34. How can one re-hear a matter where no scintilla of evidence is tendered? Such are short cuts people take that are wide and lead to damnation. They must stick to the straight and narrow road of having evidence on record.

35. Before the Respondent is called to answer questions and deal with fraud, there should be evidence on record duly tendered. It is cavalier to expect a court to imagine or otherwise encompass what documents mean without testimony. No evidence was tendered in support of the Respondent’s case. Ipso, facto, there was nothing for the Appellant to rebut. A Mere fact that a defendant does not tender evidence does not mean that the case is unrebutted. The burden remains on the Respondent to tender some credible evidence, which was not tendered. In the case of Raila Odinga & 5 Others Vs Independent Electoral Boundaries Commission & 3 Others [2013] eKLR the Supreme Court of Kenya cited dicta in a Nigerian case as follows:-He who asserts is required to prove such fact by adducing credible evidence. If a party fails to do so, its case will fail. On the other hand if he party succeeds in adducing evidence to prove the pleaded fact it is said to have discharged the burden of proof that rests on it. The burden is then said to have shifted to the party's adversary to prove that the fact established by the evidence adduced could not on the preponderance of the evidence result in the court giving judgment in favour of the party.

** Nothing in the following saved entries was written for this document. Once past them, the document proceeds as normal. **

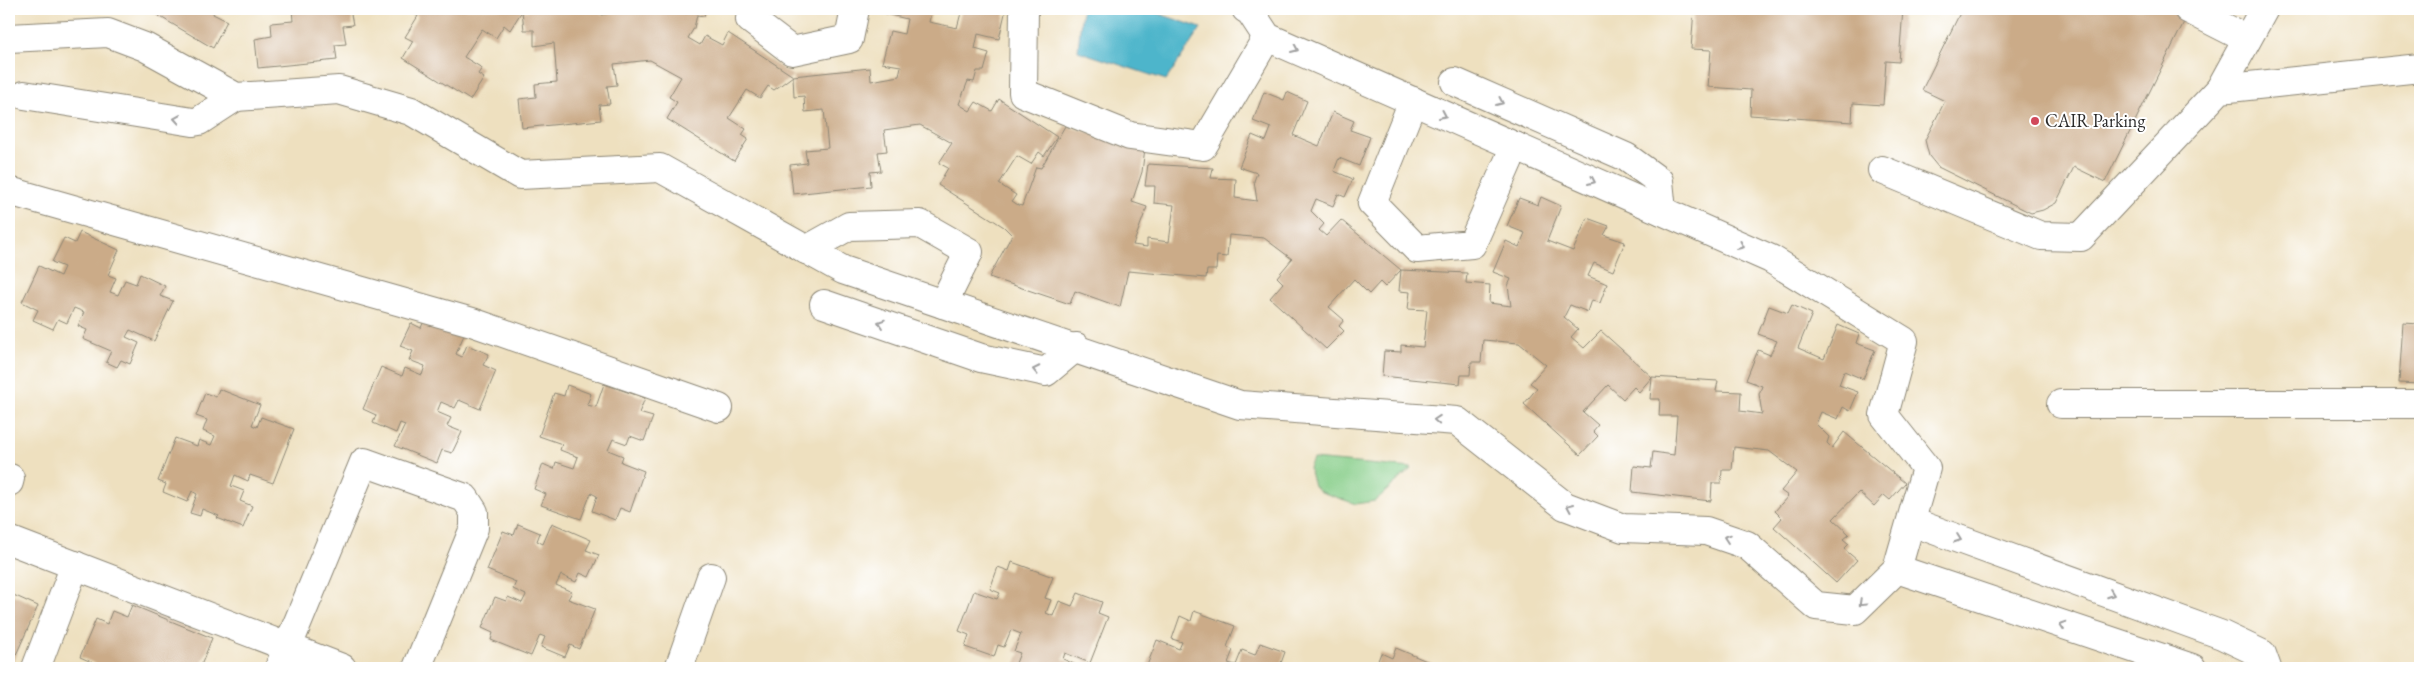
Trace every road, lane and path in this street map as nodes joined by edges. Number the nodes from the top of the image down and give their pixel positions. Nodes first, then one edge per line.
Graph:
1 (752, 9) edge
2 (855, 9) edge
3 (1024, 9) edge
4 (1246, 9) edge
5 (2188, 9) edge
6 (2264, 9) edge
7 (1268, 37) junction
8 (9, 38) edge
9 (2247, 39) junction
10 (2420, 68) edge
11 (1455, 82) dead end
12 (2220, 89) junction
13 (24, 96) dead end
14 (236, 97) junction
15 (1413, 101) junction
16 (1514, 146) junction
17 (1882, 170) dead end
18 (9, 191) edge
19 (1662, 211) junction
20 (806, 250) junction
21 (824, 304) dead end
22 (943, 304) junction
23 (1076, 348) junction
24 (2061, 404) dead end
25 (2420, 404) edge
26 (719, 408) dead end
27 (1912, 522) junction
28 (9, 540) edge
29 (75, 565) junction
30 (1897, 569) junction
31 (711, 577) dead end
32 (282, 658) edge
33 (36, 668) edge
34 (342, 668) edge
35 (417, 668) edge
36 (680, 668) edge
37 (2192, 668) edge
38 (2267, 668) edge

1 - 2 street
3 - 7 street
4 - 7 street
5 - 9 street
6 - 9 street
7 -> 15 street
8 - 14 street
9 - 12 street
10 - 12 street
11 -> 19 street
12 - 17 street
14 -> 13 street
14 - 20 street
15 -> 16 street
15 - 16 street
16 -> 19 street
18 - 26 street
19 -> 27 street
20 - 22 street
20 - 22 street
23 -> 21 street
22 - 23 street
30 -> 23 street
24 - 25 street
27 - 30 street
27 -> 38 street
28 - 29 street
29 - 32 street
29 - 33 street
37 -> 30 street
31 - 36 street
32 - 34 street
32 - 35 street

36. It is only after the credible evidence is tendered, that the Respondent could be required to tender evidence to prove fraud. The Respondent did not appear interested in proving her case. It is irrelevant that she was pro se. When a party choose to descend into litigation, the court will treat them with equality. The court does not become the legal advisor of the pro se party.

37. The need to prove and the burden of proof of such allegations of forgery, fraud, falsehood or dishonesty was elaborated by the court in Christopher Ndaru Kagina vs. Esther Mbandi Kagina & Another [2016] eKLR where the court stated that –‘He who alleges fraud must prove fraud. Allegations of fraud must strictly be proved. Great care needs to be taken in pleading allegations of fraud or dishonesty. In particular, the pleader needs to be sure that there is sufficient evidence to justify the allegations. In the Case Central Bank of Kenya Ltd -Vs- Trust Bank Ltd & 4 Others [26] the Court of Appeal in considering the standard of proof required where fraud is alleged stated that fraud and conspiracy to defraud are very serious allegations. The onus of prima facie proof is much heavier on the person alleging than in an ordinary Civil Case. The burden of proof lies on the applicant in establishing the fraud that he alleges….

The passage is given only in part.